*This is part 2 of a previous post – So You Aspire to the Office of an Elder.
If a man walked into my office and said that he felt a calling to be an elder in the local church, I would counsel the man according to the qualifications of an elder found in 1 Timothy 3 and Titus 1. I would speak with the man about his calling and election – to make sure they are true (2 Peter 1:10). I would then look into the man’s life and verify that he understands the depth of responsibility for that office and I would further examine his life in accordance with the qualifications found in Scripture. Below you will see the areas of his life that I would examine, critique, and ask serious questions about.
- Does this man have a firm understanding of his conversion by Christ?
- How is he skilled in teaching the Word?
- How trustworthy is this man in the eyes of people?
- How faithful is this man to his wife?
- What is this man’s character like?
- How faithful is he to the local church?
- How involved is he in ministry areas?
- Is this man a self-controlled man?
- How is his reputation in the community?
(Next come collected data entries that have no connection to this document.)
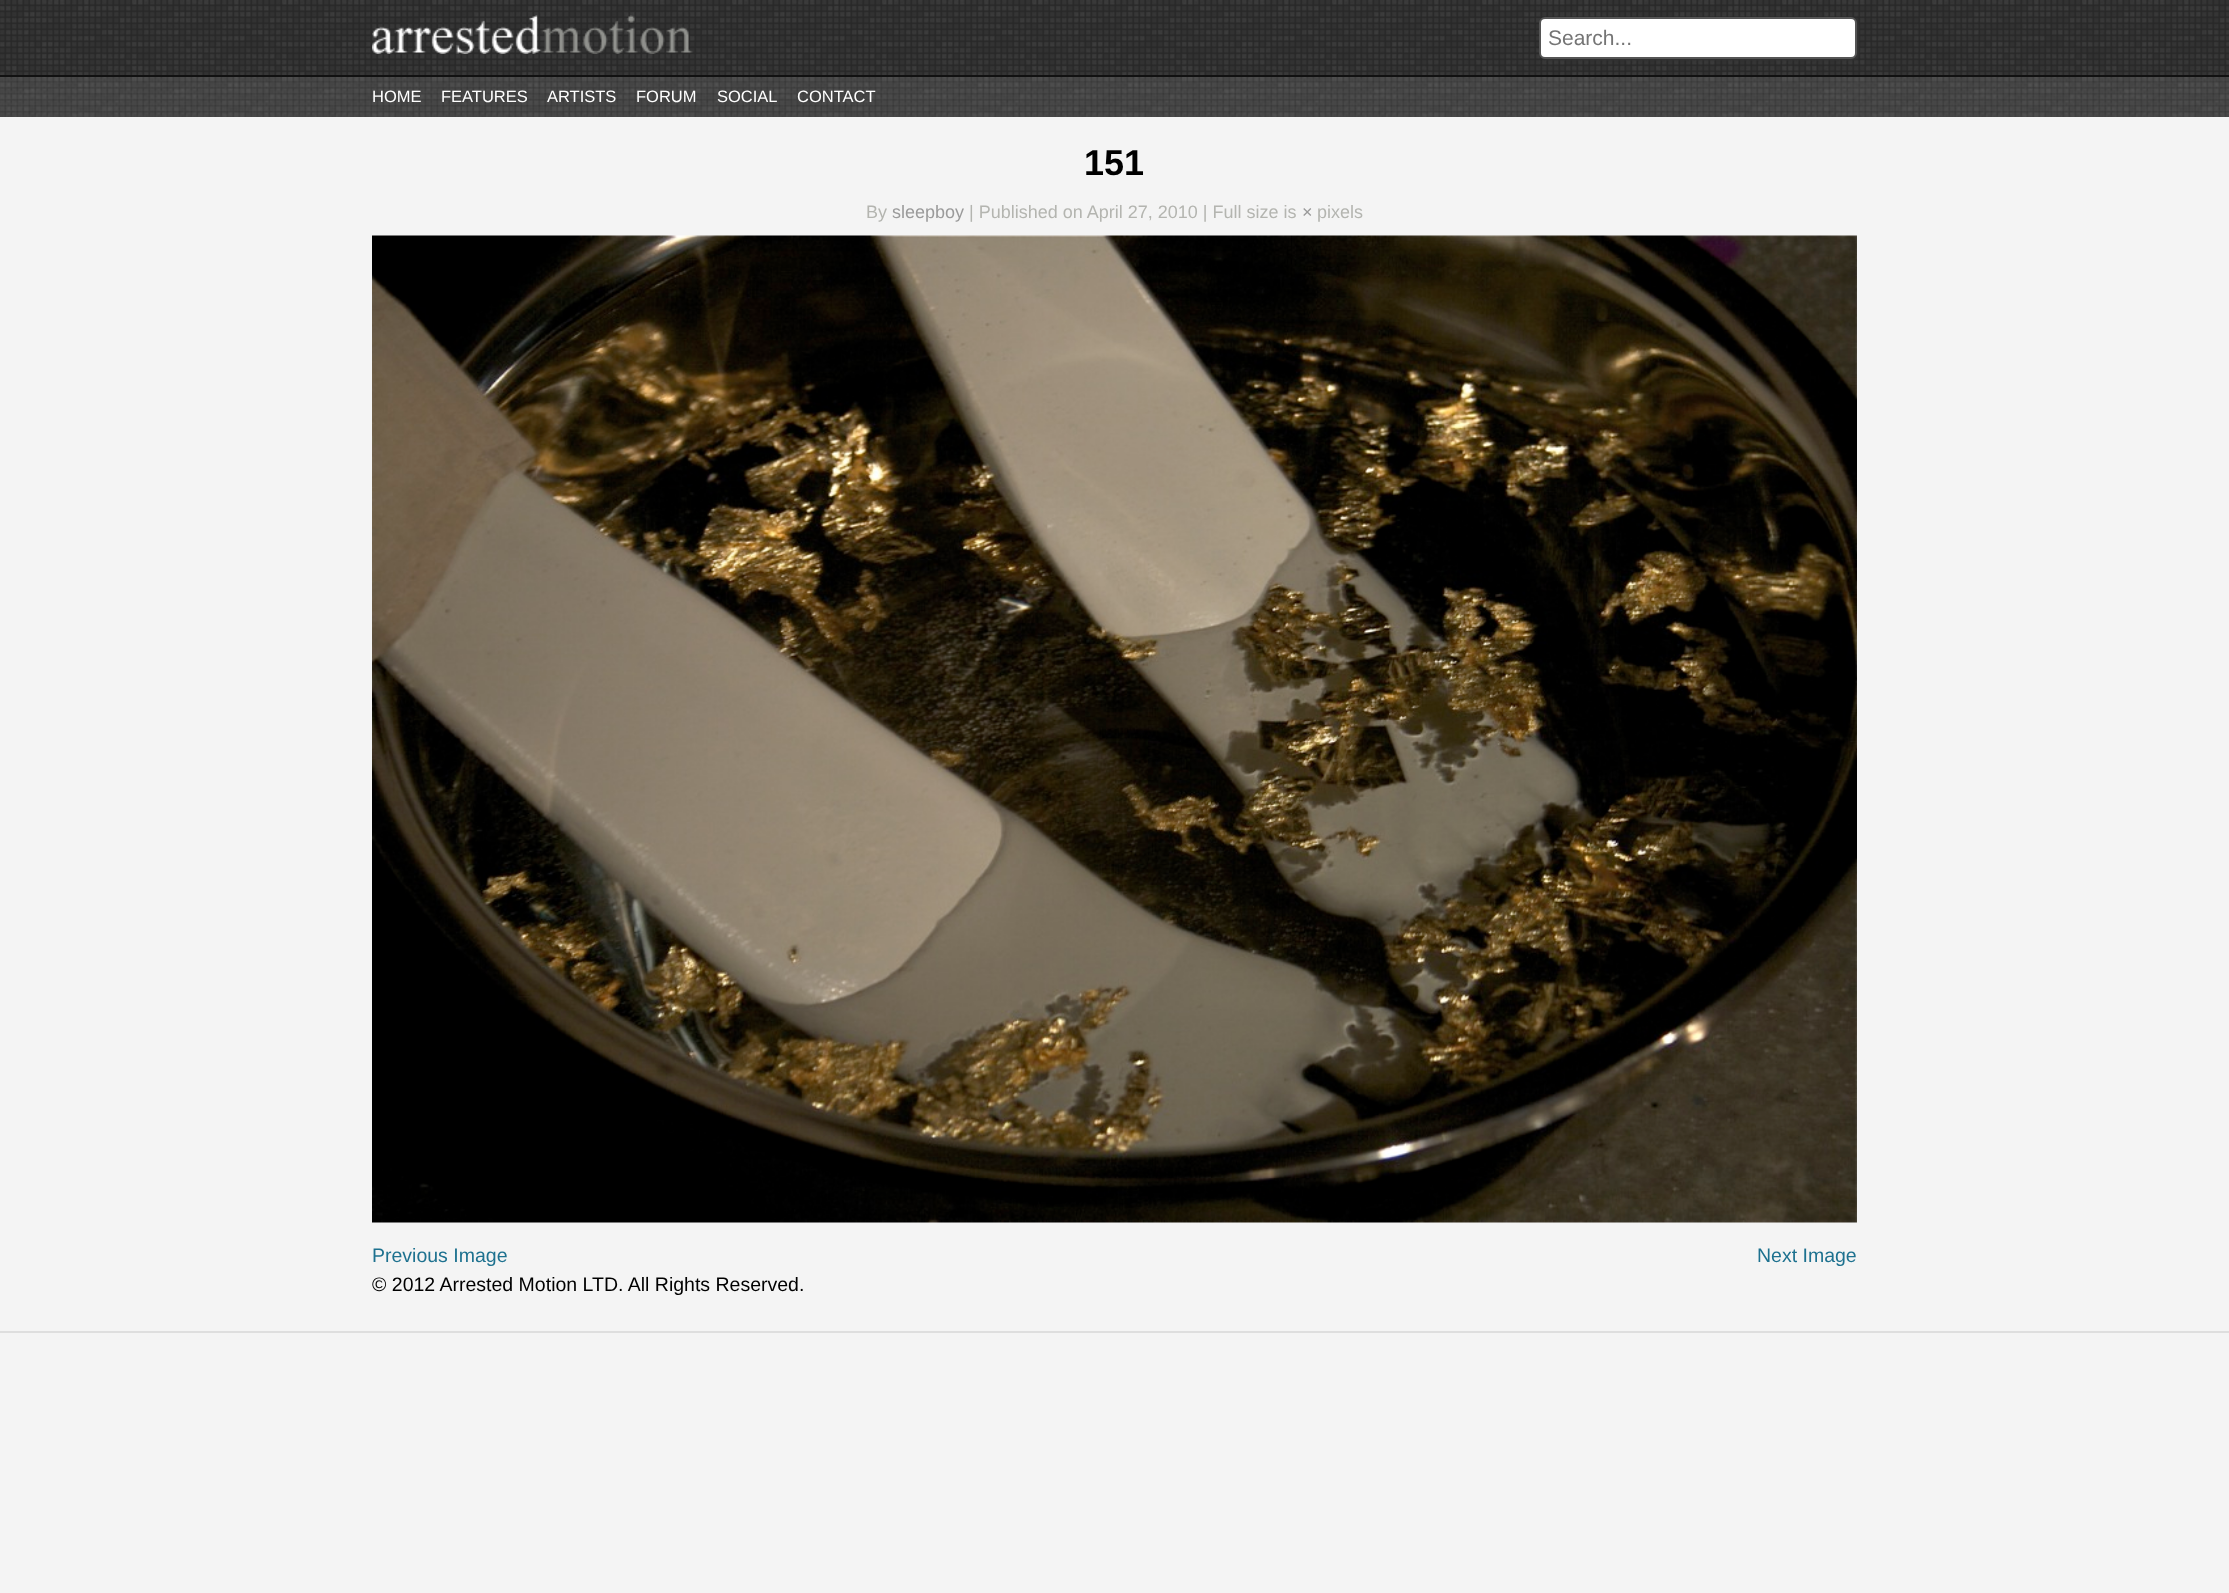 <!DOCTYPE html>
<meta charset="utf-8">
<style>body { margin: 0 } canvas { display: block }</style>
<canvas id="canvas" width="2229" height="1593"></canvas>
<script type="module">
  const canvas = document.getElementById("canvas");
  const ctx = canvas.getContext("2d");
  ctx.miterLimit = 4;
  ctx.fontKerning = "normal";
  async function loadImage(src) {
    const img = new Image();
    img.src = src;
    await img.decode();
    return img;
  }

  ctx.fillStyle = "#f4f4f4";
  ctx.fillRect(0, 0, 2229, 1593);
  ctx.drawImage(await loadImage("img1.png"), 0, 0, 2229, 75);
  ctx.drawImage(await loadImage("img2.png"), 372, 15, 321, 39);
  ctx.fillStyle = "#333333";
  ctx.filter = "blur(1px)";
  ctx.beginPath();
  ctx.roundRect(1541, 18, 318, 42, 6);
  ctx.fill();
  ctx.filter = "none";
  ctx.fillStyle = "#ffffff";
  ctx.beginPath();
  ctx.roundRect(1540, 18, 316, 40, 5);
  ctx.fill();
  ctx.strokeStyle = "#555555";
  ctx.lineWidth = 2;
  ctx.stroke();
  ctx.font = "21px Liberation Sans";
  ctx.fillStyle = "#757575";
  ctx.fillText("Search...", 1548, 45);
  ctx.drawImage(await loadImage("img3.png"), 0, 77, 2229, 40);
  ctx.fillStyle = "#111111";
  ctx.fillRect(0, 75, 2229, 2);
  ctx.font = "16.5px Liberation Sans";
  ctx.fillStyle = "#ffffff";
  ctx.fillText("HOME", 372, 102);
  ctx.fillText("FEATURES", 441, 102);
  ctx.fillText("ARTISTS", 547, 102);
  ctx.fillText("FORUM", 636, 102);
  ctx.fillText("SOCIAL", 717, 102);
  ctx.fillText("CONTACT", 797, 102);
  ctx.font = "bold 36px Liberation Sans";
  ctx.fillStyle = "#000000";
  ctx.fillText("151", 1084, 175);
  ctx.font = "18px Liberation Sans";
  ctx.fillStyle = "#b4b5b0";
  ctx.fillText("By", 866, 218);
  ctx.fillStyle = "#9b9b9b";
  ctx.fillText("sleepboy", 892, 218);
  ctx.fillStyle = "#b4b5b0";
  ctx.fillText("| Published on April 27, 2010 | Full size is", 969, 218);
  ctx.fillStyle = "#9b9b9b";
  ctx.fillText("×", 1302, 218);
  ctx.fillStyle = "#b4b5b0";
  ctx.fillText("pixels", 1317, 218);
  ctx.drawImage(await loadImage("img4.png"), 372, 235, 1485, 988);
  ctx.font = "19.5px Liberation Sans";
  ctx.fillStyle = "#1d718f";
  ctx.fillText("Previous Image", 372, 1262);
  ctx.fillText("Next Image", 1757, 1262);
  ctx.fillStyle = "#000000";
  ctx.fillText("© 2012 Arrested Motion LTD. All Rights Reserved.", 372, 1291);
  ctx.fillStyle = "#dedede";
  ctx.fillRect(0, 1331, 2229, 2);
</script> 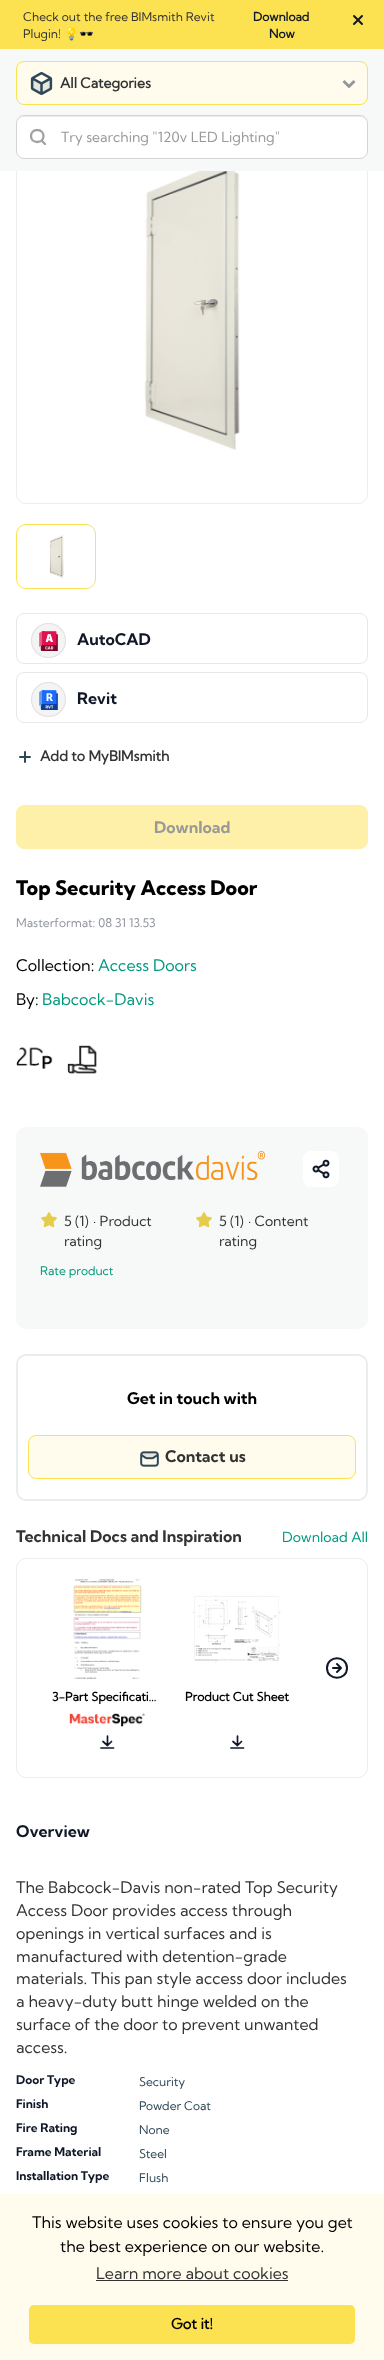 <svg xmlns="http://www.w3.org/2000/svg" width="384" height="2360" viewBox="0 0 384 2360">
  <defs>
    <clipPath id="clip1"><path d="M30 129h16v16H30z"/></clipPath>
  </defs>
  <rect width="100%" height="100%" fill="#fff"/>
  <path d="M0 0h384v49H0z" fill="#fce151"/>
  <path d="M362 16L354 24M354 16L362 24" fill="none" stroke="#101828" stroke-width="2" stroke-linecap="round" stroke-linejoin="round"/>
  <rect x="16.5" y="102.5" width="351" height="401" rx="9.5" fill="none" stroke="#ededed"/>
  <path d="M0 49h384v122H0z" fill="#f7f8f8"/>
  <rect x="16.5" y="61.5" width="351" height="43" rx="7.5" fill="#fffcee" stroke="#fce151"/>
  <image x="30" y="72" width="23" height="23" href="img/1.png"/>
  <image x="342" y="80" width="14" height="9" href="img/2.png"/>
  <rect x="16" y="115" width="352" height="44" rx="8" fill="#fff"/>
  <path d="M24 117H360C364 117 367 120 367 124V123C367 119 364 116 360 116H24C20 116 17 119 17 123V124C17 120 20 117 24 117Z" fill="#ececec"/>
  <rect x="16.5" y="115.5" width="351" height="43" rx="7.5" fill="none" stroke="#d4d4d4"/>
  <g clip-path="url(#clip1)">
    <path d="M45 144L41.5 140.5M43.5 136C43.5 144 31 144 31 136C31 128 43.5 128 43.5 136Z" fill="none" stroke="#a1a1a1" stroke-width="2.3" stroke-linecap="round" stroke-linejoin="round"/>
  </g>
  <image x="144" y="171" width="96" height="279" href="img/3.png"/>
  <rect x="16.5" y="524.5" width="79" height="64" rx="9.5" fill="none" stroke="#fce151"/>
  <image x="49" y="535" width="15" height="43" href="img/4.png"/>
  <rect x="16.5" y="613.5" width="351" height="50" rx="7.5" fill="none" stroke="#e7e8ea"/>
  <image x="31" y="623" width="35" height="35" href="img/5.png"/>
  <rect x="16.5" y="672.5" width="351" height="50" rx="7.5" fill="none" stroke="#e7e8ea"/>
  <image x="31" y="682" width="35" height="35" href="img/6.png"/>
  <path d="M25 752V762M20 757H30" fill="none" stroke="#2f4858" stroke-width="2" stroke-linecap="round" stroke-linejoin="round"/>
  <rect x="16.5" y="805.5" width="351" height="43" rx="7.5" fill="#fef0a8" stroke="#fef0a8"/>
  <image x="16" y="1047" width="37" height="22" href="img/7.png"/>
  <image x="67" y="1045" width="30" height="29" href="img/8.png"/>
  <rect x="16" y="1127" width="352" height="202" rx="10" fill="#f7f8f8"/>
  <image x="40" y="1151" width="225" height="36" href="img/9.png"/>
  <rect x="303" y="1151" width="36" height="36" rx="8" fill="#fff"/>
  <image x="312" y="1159" width="18" height="20" href="img/10.png"/>
  <image x="41" y="1212" width="16" height="16" href="img/11.png"/>
  <image x="196" y="1212" width="16" height="16" href="img/11.png"/>
  <rect x="17" y="1355" width="350" height="145" rx="9" fill="none" stroke="#eaedee" stroke-width="2"/>
  <rect x="28.5" y="1435.5" width="327" height="43" rx="7.5" fill="#fffcee" stroke="#fce151"/>
  <image x="140" y="1451" width="19" height="16" href="img/12.png"/>
  <rect x="16.5" y="1558.5" width="351" height="219" rx="9.5" fill="none" stroke="#ededed"/>
  <path d="M337 1672L341 1668M341 1668L337 1664M341 1668H333M347 1668C347 1681 327 1681 327 1668C327 1655 347 1655 347 1668Z" fill="none" stroke="#101828" stroke-width="2" stroke-linecap="round" stroke-linejoin="round"/>
  <image x="73" y="1579" width="69" height="100" href="img/13.png"/>
  <image x="69" y="1713" width="76" height="14" href="img/14.png"/>
  <path d="M113.5 1748H101M111.5 1741.5L107.5 1745.5M107.5 1745.5L103 1741.5M107.5 1745.5V1736" fill="none" stroke="#101828" stroke-width="1.7" stroke-linecap="round" stroke-linejoin="round"/>
  <image x="193" y="1595" width="88" height="68" href="img/15.png"/>
  <path d="M243.5 1748H231M241.5 1741.5L237.5 1745.5M237.5 1745.5L233 1741.5M237.5 1745.5V1736" fill="none" stroke="#101828" stroke-width="1.7" stroke-linecap="round" stroke-linejoin="round"/>
  <path d="M0 2194h384v166H0z" fill="#fffcee"/>
  <path d="M96 2280h192v1H96z" fill="#333230"/>
  <rect x="29" y="2305" width="326" height="39" rx="5" fill="#fce151"/>
  <text x="23" y="21" font-family="Kumbh Sans" font-size="12" fill="#333">Check out the free BIMsmith Revit</text>
  <g font-family="Kumbh Sans" font-size="12" font-weight="bold" fill="#101828">
    <text x="253" y="21">Download</text>
    <text x="269" y="38">Now</text>
  </g>
  <text x="23" y="38" font-family="Kumbh Sans" font-size="12" fill="#333">Plugin!</text>
  <text x="64" y="38" font-family="Noto Color Emoji" font-size="12" fill="#333">💡🕶️</text>
  <text x="60" y="88" font-family="Kumbh Sans" font-size="14" font-weight="bold" fill="#333">All Categories</text>
  <text x="61" y="142" font-family="Kumbh Sans" font-size="14" fill="#999">Try searching "120v LED Lighting"</text>
  <g font-family="'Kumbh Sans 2'" font-size="16" font-weight="bold" fill="#101828">
    <text x="77" y="645">AutoCAD</text>
    <text x="77" y="704">Revit</text>
  </g>
  <text x="40" y="761" font-family="Kumbh Sans" font-size="14" font-weight="bold" fill="#333">Add to MyBIMsmith</text>
  <text x="154" y="833" font-family="'Kumbh Sans 2'" font-size="16" font-weight="bold" fill="#999">Download</text>
  <text x="16" y="895" font-family="Kumbh Sans" font-size="20" font-weight="800" fill="#000">Top Security Access Door</text>
  <text x="16" y="927" font-family="Kumbh Sans" font-size="12" fill="#91959c">Masterformat: 08 31 13.53</text>
  <text x="16" y="971" font-family="Kumbh Sans" font-size="16" fill="#000">Collection:</text>
  <text x="98" y="971" font-family="Kumbh Sans" font-size="16" fill="#02997f">Access Doors</text>
  <text x="16" y="1005" font-family="Kumbh Sans" font-size="16" fill="#000">By:</text>
  <text x="42" y="1005" font-family="Kumbh Sans" font-size="16" fill="#02997f">Babcock-Davis</text>
  <g font-family="Kumbh Sans" font-size="14" fill="#333">
    <text x="64" y="1226">5 (1)</text>
    <text x="93" y="1226">· Product</text>
    <text x="64" y="1246">rating</text>
    <text x="219" y="1226">5 (1)</text>
    <text x="248" y="1226">· Content</text>
    <text x="219" y="1246">rating</text>
  </g>
  <text x="40" y="1275" font-family="Kumbh Sans" font-size="12" fill="#02997f">Rate product</text>
  <text x="127" y="1404" font-family="'Kumbh Sans 2'" font-size="16" font-weight="bold" fill="#000">Get in touch with</text>
  <g font-family="'Kumbh Sans 2'" font-size="16" font-weight="bold" fill="#333">
    <text x="165" y="1462">Contact us</text>
    <text x="16" y="1542">Technical Docs and Inspiration</text>
  </g>
  <text x="282" y="1542" font-family="Kumbh Sans" font-size="14" fill="#02997f">Download All</text>
  <g font-family="Kumbh Sans" font-size="12" font-weight="bold" fill="#000">
    <text x="52" y="1701">3-Part Specificati…</text>
    <text x="185" y="1701">Product Cut Sheet</text>
  </g>
  <text x="16" y="1837" font-family="'Kumbh Sans 2'" font-size="16" font-weight="bold" fill="#101828">Overview</text>
  <g font-family="Kumbh Sans" font-size="16" fill="#333">
    <text x="16" y="1893">The Babcock-Davis non-rated Top Security</text>
    <text x="16" y="1916">Access Door provides access through</text>
    <text x="16" y="1939">openings in vertical surfaces and is</text>
    <text x="16" y="1962">manufactured with detention-grade</text>
    <text x="16" y="1984">materials. This pan style access door includes</text>
    <text x="16" y="2007">a heavy-duty butt hinge welded on the</text>
    <text x="16" y="2030">surface of the door to prevent unwanted</text>
    <text x="16" y="2053">access.</text>
  </g>
  <text x="16" y="2084" font-family="'Kumbh Sans 2'" font-size="12" font-weight="bold" fill="#101828">Door Type</text>
  <text x="139" y="2086" font-family="Kumbh Sans" font-size="12" fill="#2f4858">Security</text>
  <text x="16" y="2108" font-family="'Kumbh Sans 2'" font-size="12" font-weight="bold" fill="#101828">Finish</text>
  <text x="139" y="2110" font-family="Kumbh Sans" font-size="12" fill="#2f4858">Powder Coat</text>
  <text x="16" y="2132" font-family="'Kumbh Sans 2'" font-size="12" font-weight="bold" fill="#101828">Fire Rating</text>
  <text x="139" y="2134" font-family="Kumbh Sans" font-size="12" fill="#2f4858">None</text>
  <text x="16" y="2156" font-family="'Kumbh Sans 2'" font-size="12" font-weight="bold" fill="#101828">Frame Material</text>
  <text x="139" y="2158" font-family="Kumbh Sans" font-size="12" fill="#2f4858">Steel</text>
  <text x="16" y="2180" font-family="'Kumbh Sans 2'" font-size="12" font-weight="bold" fill="#101828">Installation Type</text>
  <text x="139" y="2182" font-family="Kumbh Sans" font-size="12" fill="#2f4858">Flush</text>
  <g font-family="Kumbh Sans" font-size="16" fill="#000">
    <text x="32" y="2228">This website uses cookies to ensure you get</text>
    <text x="60" y="2252">the best experience on our website.</text>
  </g>
  <text x="96" y="2279" font-family="Kumbh Sans" font-size="16" fill="#333">Learn more about cookies</text>
  <text x="171" y="2329" font-family="Kumbh Sans" font-size="14.5" font-weight="bold" fill="#000">Got it!</text>
</svg>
- How does the man handle money?
- How faithful is he to his family?
- How long has he been a believer?
Does this man have a firm understanding of his conversion by Christ?
Every few years I run across men who were already serving in ministry before they were converted. Likewise, I unfortunately hear stories about unconverted men who were serving in ministry and eventually walked away from the pulpit and the faith after ripping apart a local church. Therefore, it is essential that any man who desires the office of an elder should be a genuine Christian. The office of an elder is not a CEO position in the business world, rather, it’s an office of oversight and ministry through the Word of God.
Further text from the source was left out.